Dr Bissoon sees a need for SABS to improve the promotion and marketing of standards and related services. An improved understanding by government, industry, and regulators of standardisation’s strategic value in providing solutions to socio-economic, health and safety matters. In this respect, there is a need for closer collaboration between government agencies, public procurement, regulators and SABS services to respond effectively to disaster and crises.
By providing free access to COVID 19 standards, ISO and National Standard Bodies make a valuable contribution to mitigating the COVID 19 pandemic’s impacts. The global population benefits from using standards in the production and distribution of protective clothing and respiratory devices.
The cost exemption of standards is first and foremost an act of solidarity by the standards community for general health protection. Simultaneously, free access to standards helps raise awareness among potential users about the purpose and value of standards and conformity assessment services. To this end, it is also a successful marketing campaign.
Finally, the experience with free access to COVID standards shows possibilities for innovation in the distribution of standards. When introducing new standards, free read-only access can help standard bodies to sell more standards eventually. Digital stores also offer the possibility to analyse customer behaviour better, underpinning differentiated marketing strategies for standards. The experience gained when dealing with the COVID-19 standards shows additional design and marketing potential for National Standard Bodies.
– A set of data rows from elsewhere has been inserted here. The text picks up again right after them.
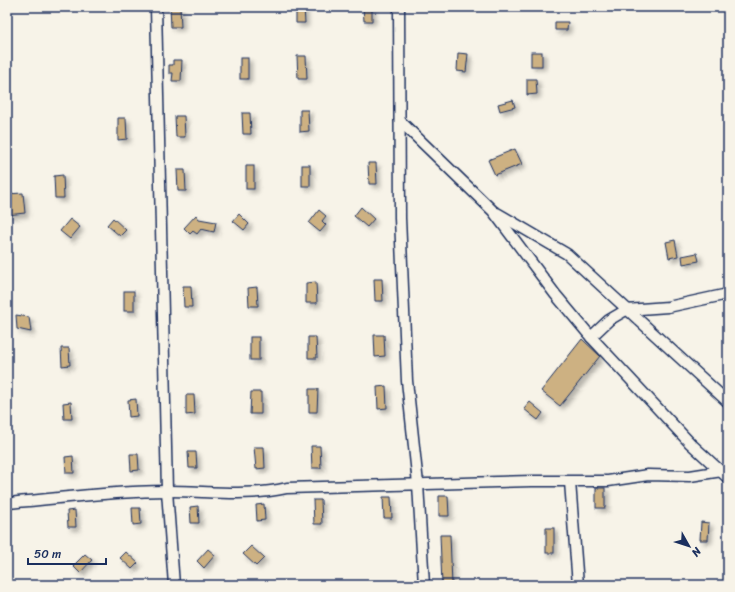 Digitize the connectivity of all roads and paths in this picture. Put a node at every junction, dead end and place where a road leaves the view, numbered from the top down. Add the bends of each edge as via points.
1 (156, 7) edge
2 (399, 7) edge
3 (400, 121) junction
4 (493, 211) junction
5 (728, 294) edge
6 (626, 310) junction
7 (591, 337) junction
8 (728, 402) edge
9 (724, 470) edge
10 (728, 478) edge
11 (570, 482) junction
12 (418, 484) junction
13 (167, 491) junction
14 (7, 503) edge
15 (174, 585) edge
16 (424, 585) edge
17 (578, 585) edge

1 - 13 street
2 - 3 street
3 - 4 street
3 - 12 street via 400,218 407,381
4 - 6 street via 567,254 591,274
4 - 7 street via 555,294
5 - 6 street via 668,307
6 - 7 street via 609,320
6 - 8 street
7 - 9 street via 690,443
9 - 10 street
9 - 11 street via 690,476 648,475 608,482
11 - 12 street
11 - 17 street
12 - 13 street via 287,488 250,494
12 - 16 street
13 - 14 street
13 - 15 street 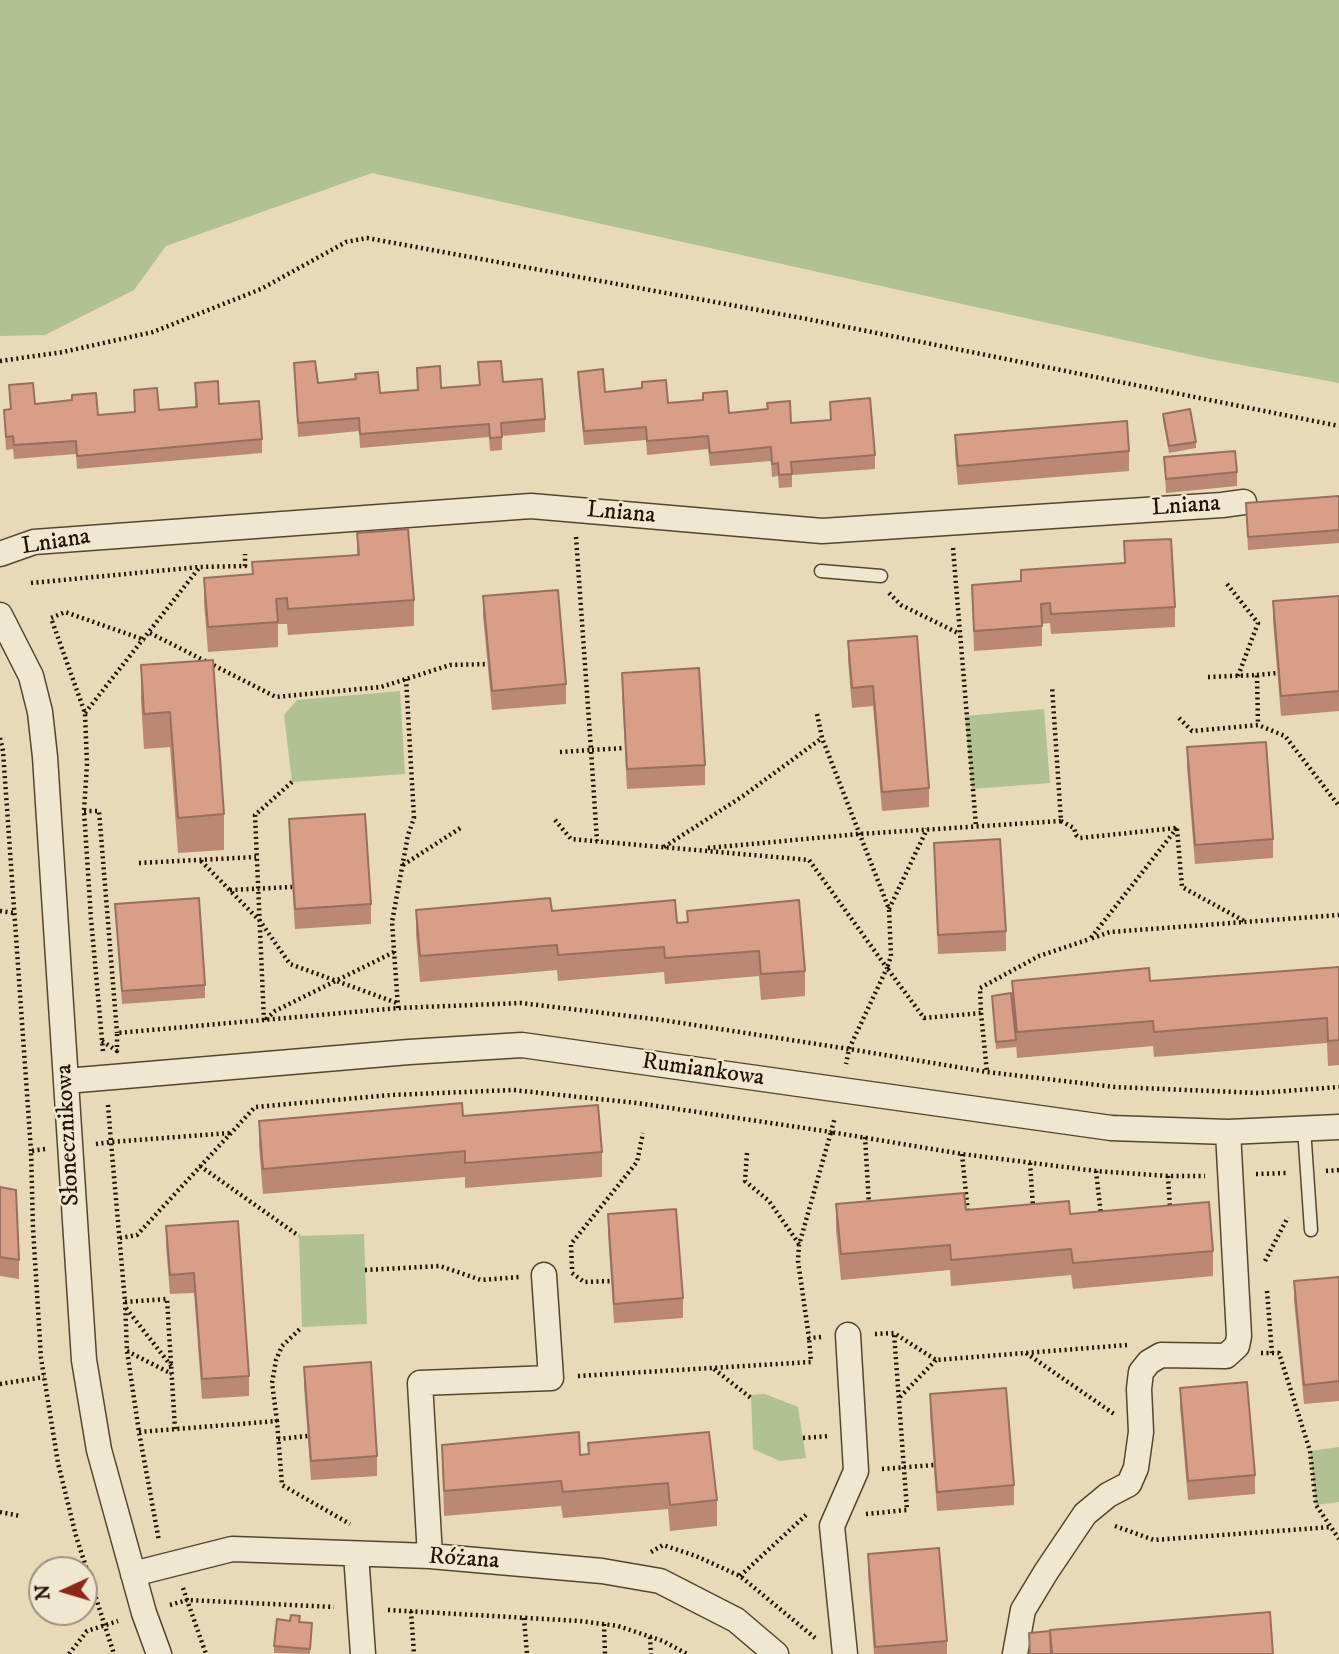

 ISO (2010). Building trust – The Conformity Assessment Toolbox. Geneva, International Organization of Standards,https://www.iso.org/publication/PUB100230.html
 ISO and UNIDO (2008). Fast forward – National Standards Bodies in Developing Countries. Geneva, https://www.iso.org/files/live/sites/isoorg/files/archive/pdf/en/fast_forward
 ISO (2020). COVID-19 Response: Freely available ISO standards, New, April 16, https://www.iso.org/covid19
 ISO/ IEC, Copyright, standards and the internet, http://www.bds-bg.org/images/upload/documents/Copyright_information_brochure.pdf
Thanks for the article, Ulrich. Wouldn’t it also be interesting to see a simple graphic that could show where costs lie across implementing QI? This could be helpful for policy makers and industry, including in developing countries, in where to invest for effective QI. Regards, Pam
Thank you for your feedback, Pam.
Similar to the way quality management is seen as an investment at the company level, it would be conceivable to compare the costs and benefits of quality infrastructure for a country as well. I don’t know of any studies or data on this so far.
Perhaps another reader of this blog can contribute some ideas.
It is hoped that the increased use and importance of standards can be transferred into other areas where potential risks can be averted. In addition it is hoped that the marketing can also promote system standards to increase efficiency in the production of Covid related products thereby reducing manufacturing costs in the long term.